DoctorOetker 2 hours ago | parent [-]

> If I need steady state gigawatt scale power in a specific location, Nuclear is the only green option.

I don't believe that is true: one way to produce electricity is a thermal engine driving a generator, but for a thermal engine you need both a cold heat bath and a hot heat bath.

Those 2 heat baths could be externally delivered (a stream of ice, and a stream of steam, say) or one of the 2 heat baths could be chosen as the local environmental temperature heat bath.

Historically the local environmental temperature heat bath was selected for the role of the cold heat bath, and the hot heat bath was heated by say burning fuel (fossil or nuclear; and I am ignoring the chemical and mechanical energy terms of internal combustion engines).

If you could source a cold heat bath, one could select the local environments as the hot side heat bath instead.

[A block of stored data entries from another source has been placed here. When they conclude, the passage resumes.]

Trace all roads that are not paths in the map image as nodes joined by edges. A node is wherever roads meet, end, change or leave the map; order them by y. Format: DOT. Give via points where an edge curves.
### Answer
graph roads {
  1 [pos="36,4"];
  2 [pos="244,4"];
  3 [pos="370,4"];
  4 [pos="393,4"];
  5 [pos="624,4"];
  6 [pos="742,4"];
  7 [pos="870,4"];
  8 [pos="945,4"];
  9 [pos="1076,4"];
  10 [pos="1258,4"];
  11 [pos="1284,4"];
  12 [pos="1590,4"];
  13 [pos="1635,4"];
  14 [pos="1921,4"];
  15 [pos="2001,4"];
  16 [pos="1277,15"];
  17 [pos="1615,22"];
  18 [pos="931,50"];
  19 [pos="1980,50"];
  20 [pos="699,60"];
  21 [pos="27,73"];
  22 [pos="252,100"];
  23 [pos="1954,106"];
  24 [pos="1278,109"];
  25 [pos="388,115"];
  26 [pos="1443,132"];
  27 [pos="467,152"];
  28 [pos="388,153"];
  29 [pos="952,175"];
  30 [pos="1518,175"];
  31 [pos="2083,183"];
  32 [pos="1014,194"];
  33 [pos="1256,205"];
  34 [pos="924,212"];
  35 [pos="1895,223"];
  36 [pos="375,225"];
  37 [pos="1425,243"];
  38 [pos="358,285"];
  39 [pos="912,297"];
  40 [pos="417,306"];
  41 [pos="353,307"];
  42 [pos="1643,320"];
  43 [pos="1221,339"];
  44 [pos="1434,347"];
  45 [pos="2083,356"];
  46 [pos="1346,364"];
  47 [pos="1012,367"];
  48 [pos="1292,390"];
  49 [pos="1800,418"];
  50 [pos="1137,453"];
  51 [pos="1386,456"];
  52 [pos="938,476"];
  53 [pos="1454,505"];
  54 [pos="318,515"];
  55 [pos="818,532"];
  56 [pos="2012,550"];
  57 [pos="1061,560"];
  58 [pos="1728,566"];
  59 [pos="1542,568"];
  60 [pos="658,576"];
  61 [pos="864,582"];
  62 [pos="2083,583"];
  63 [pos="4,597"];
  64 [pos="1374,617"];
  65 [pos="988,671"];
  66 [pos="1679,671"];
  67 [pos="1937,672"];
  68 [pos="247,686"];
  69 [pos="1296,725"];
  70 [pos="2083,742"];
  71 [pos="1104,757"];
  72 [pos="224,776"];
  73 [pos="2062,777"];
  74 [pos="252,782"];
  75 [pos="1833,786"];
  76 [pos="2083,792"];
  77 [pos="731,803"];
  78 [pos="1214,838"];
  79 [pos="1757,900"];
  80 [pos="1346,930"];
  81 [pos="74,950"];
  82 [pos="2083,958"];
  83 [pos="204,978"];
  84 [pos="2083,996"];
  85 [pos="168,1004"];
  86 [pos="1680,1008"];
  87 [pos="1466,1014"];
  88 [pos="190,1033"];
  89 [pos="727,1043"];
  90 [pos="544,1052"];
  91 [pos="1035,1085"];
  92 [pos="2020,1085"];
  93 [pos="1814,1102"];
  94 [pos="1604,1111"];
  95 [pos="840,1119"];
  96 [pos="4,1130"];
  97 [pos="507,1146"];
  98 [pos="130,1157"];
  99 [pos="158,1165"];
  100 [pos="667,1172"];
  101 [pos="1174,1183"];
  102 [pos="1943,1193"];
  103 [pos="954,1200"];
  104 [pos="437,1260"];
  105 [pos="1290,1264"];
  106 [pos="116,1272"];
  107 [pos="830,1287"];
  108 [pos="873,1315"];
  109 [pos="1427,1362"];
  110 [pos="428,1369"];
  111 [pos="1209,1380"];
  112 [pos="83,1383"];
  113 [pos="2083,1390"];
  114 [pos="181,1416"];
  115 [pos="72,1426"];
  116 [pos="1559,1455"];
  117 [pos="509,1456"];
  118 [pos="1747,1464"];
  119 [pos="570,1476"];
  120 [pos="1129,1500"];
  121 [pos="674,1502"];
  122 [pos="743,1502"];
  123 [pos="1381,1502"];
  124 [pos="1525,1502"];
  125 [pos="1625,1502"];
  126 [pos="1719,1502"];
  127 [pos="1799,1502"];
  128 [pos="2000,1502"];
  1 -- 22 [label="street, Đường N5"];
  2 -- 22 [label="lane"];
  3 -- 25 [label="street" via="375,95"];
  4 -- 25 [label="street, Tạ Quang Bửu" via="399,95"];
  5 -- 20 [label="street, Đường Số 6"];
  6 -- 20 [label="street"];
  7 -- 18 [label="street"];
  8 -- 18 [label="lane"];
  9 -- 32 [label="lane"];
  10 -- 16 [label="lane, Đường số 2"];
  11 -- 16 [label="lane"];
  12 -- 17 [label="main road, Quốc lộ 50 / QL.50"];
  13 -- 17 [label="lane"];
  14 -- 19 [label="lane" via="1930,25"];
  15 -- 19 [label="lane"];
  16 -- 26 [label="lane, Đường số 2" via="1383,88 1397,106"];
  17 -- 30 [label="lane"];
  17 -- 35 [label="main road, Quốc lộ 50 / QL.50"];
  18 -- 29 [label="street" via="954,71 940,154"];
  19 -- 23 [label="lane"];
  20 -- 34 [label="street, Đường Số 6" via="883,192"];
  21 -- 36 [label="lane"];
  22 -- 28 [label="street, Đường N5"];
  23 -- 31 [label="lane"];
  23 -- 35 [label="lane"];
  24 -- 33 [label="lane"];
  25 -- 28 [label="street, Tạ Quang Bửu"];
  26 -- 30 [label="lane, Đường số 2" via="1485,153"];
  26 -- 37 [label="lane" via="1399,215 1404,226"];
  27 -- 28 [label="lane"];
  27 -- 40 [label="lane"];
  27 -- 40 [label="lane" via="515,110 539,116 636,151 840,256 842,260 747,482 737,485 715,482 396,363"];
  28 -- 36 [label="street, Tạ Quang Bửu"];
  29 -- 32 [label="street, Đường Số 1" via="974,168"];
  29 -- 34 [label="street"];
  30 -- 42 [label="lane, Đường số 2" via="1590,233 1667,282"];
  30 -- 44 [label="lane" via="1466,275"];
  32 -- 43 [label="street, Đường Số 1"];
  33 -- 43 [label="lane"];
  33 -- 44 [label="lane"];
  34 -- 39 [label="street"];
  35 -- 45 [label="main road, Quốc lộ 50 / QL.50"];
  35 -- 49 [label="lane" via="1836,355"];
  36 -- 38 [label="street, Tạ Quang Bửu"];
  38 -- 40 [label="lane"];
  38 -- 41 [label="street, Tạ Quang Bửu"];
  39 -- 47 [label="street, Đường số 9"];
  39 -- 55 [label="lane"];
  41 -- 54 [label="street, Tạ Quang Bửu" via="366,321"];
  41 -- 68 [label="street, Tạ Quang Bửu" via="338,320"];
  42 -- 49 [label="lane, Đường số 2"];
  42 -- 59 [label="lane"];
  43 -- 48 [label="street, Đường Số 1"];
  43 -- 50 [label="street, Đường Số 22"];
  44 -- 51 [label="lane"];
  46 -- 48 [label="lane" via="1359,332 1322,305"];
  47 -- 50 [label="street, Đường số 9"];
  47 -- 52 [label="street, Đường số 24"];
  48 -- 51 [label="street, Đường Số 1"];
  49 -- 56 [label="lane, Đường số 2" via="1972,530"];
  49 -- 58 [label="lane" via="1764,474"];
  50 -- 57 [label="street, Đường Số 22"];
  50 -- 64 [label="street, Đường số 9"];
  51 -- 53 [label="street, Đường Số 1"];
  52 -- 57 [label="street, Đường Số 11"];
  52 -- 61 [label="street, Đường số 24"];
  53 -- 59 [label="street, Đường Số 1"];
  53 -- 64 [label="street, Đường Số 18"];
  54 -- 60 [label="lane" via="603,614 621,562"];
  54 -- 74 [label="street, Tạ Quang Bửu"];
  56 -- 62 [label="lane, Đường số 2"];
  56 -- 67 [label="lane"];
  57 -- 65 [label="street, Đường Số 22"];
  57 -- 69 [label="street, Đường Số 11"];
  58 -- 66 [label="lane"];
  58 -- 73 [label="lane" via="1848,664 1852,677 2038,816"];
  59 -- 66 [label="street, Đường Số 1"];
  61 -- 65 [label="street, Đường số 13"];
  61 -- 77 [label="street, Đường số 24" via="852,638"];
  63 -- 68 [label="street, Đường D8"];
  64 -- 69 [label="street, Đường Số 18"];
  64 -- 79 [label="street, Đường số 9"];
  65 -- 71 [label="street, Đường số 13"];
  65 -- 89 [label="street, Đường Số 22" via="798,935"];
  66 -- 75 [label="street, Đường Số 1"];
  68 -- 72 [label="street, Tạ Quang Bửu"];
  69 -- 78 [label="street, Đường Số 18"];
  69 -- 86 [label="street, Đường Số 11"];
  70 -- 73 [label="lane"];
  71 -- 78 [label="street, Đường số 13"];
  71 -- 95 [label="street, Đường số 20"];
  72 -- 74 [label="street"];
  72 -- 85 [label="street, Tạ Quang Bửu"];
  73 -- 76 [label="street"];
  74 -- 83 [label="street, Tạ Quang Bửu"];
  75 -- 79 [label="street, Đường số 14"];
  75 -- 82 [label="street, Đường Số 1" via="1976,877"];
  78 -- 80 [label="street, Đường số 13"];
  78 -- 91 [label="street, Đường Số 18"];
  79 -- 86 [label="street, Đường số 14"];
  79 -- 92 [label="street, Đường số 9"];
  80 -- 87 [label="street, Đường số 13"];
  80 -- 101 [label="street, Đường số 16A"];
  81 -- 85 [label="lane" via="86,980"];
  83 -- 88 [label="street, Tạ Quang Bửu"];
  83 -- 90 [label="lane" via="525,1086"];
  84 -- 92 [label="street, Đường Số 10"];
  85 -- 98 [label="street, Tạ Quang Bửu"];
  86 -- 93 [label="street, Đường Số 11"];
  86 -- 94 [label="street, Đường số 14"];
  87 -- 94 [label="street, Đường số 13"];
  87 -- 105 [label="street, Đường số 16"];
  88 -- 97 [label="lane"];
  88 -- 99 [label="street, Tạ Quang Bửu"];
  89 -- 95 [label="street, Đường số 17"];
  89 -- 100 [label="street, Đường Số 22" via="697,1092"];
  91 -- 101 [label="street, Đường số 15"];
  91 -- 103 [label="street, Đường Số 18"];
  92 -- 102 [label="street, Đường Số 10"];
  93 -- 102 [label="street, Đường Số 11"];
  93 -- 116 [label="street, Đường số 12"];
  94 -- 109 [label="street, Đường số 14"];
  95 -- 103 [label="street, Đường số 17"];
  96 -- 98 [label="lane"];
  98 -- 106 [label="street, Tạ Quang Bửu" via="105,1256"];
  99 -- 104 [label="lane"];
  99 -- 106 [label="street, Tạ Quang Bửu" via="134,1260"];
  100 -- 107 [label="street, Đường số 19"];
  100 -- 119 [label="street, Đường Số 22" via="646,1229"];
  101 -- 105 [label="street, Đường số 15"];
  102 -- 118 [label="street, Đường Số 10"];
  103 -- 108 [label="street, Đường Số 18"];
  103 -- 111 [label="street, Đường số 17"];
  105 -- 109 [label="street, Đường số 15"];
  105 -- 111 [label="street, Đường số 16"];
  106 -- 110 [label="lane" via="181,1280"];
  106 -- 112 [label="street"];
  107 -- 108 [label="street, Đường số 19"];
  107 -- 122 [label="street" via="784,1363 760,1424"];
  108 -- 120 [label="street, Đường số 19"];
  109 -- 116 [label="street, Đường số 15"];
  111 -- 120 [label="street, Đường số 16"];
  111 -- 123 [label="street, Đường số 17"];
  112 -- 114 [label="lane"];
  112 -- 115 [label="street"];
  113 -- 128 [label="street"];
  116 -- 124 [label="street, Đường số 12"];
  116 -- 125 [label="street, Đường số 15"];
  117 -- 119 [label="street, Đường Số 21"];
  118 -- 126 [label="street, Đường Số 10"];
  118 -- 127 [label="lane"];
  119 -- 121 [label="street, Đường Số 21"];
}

Above the tropopause the atmosphere has become a lot more transparent for thermal infrared radiation, and thats why it is a lot colder up there, its in better thermal radiation contact with the CMB (the temperature of dark space), very close to the absolute zero point for temperature.

It is not a scientific challenge but a "mere" engineering one, to create a robust, all-weather aerostat where the "cable" transports mass (presumably, but necessarily a refrigerant) symmetrically up and down (in a loop) heating the upper layers of the atmosphere (puncturing the CO2 blanket), while cooling ground level environment. That large temperature difference persists day and night, winter and summer. So it is a form of green baseload energy generation, which helps cool the planet, and runs 24/7 reducing dependence on oil countries or places like Russia for nuclear fuel.

Depending on north/south lattitude, the height of the tropopause differs a bit.

You wouldn't want to risk such a contraption (some lightweight ~12km vertical zeppelin housing the up and down paths) falling on populated areas, but luckily 90% of the world population lives close to a coastline, so just anchor it further away from the cost than it is tall, if it falls over, at least it can't reach populated areas on land. Another upshot of coastal chimneys is that the sea is a very heavy thermal mass, so you won't run out of thermal energy that fast, the cold mass flow that comes down can be used to freeze water, desalinating it. During a transition period where conventional fossil / nuclear power plants still exist such ice or ice slurry could be pipelined to the "cold" thermal baths of such power plants, greatly improving the electric yield for the same amount of fossil / nuclear fuel.

There is just embarrassingly little research in this direction, to solve such an engineering challenge.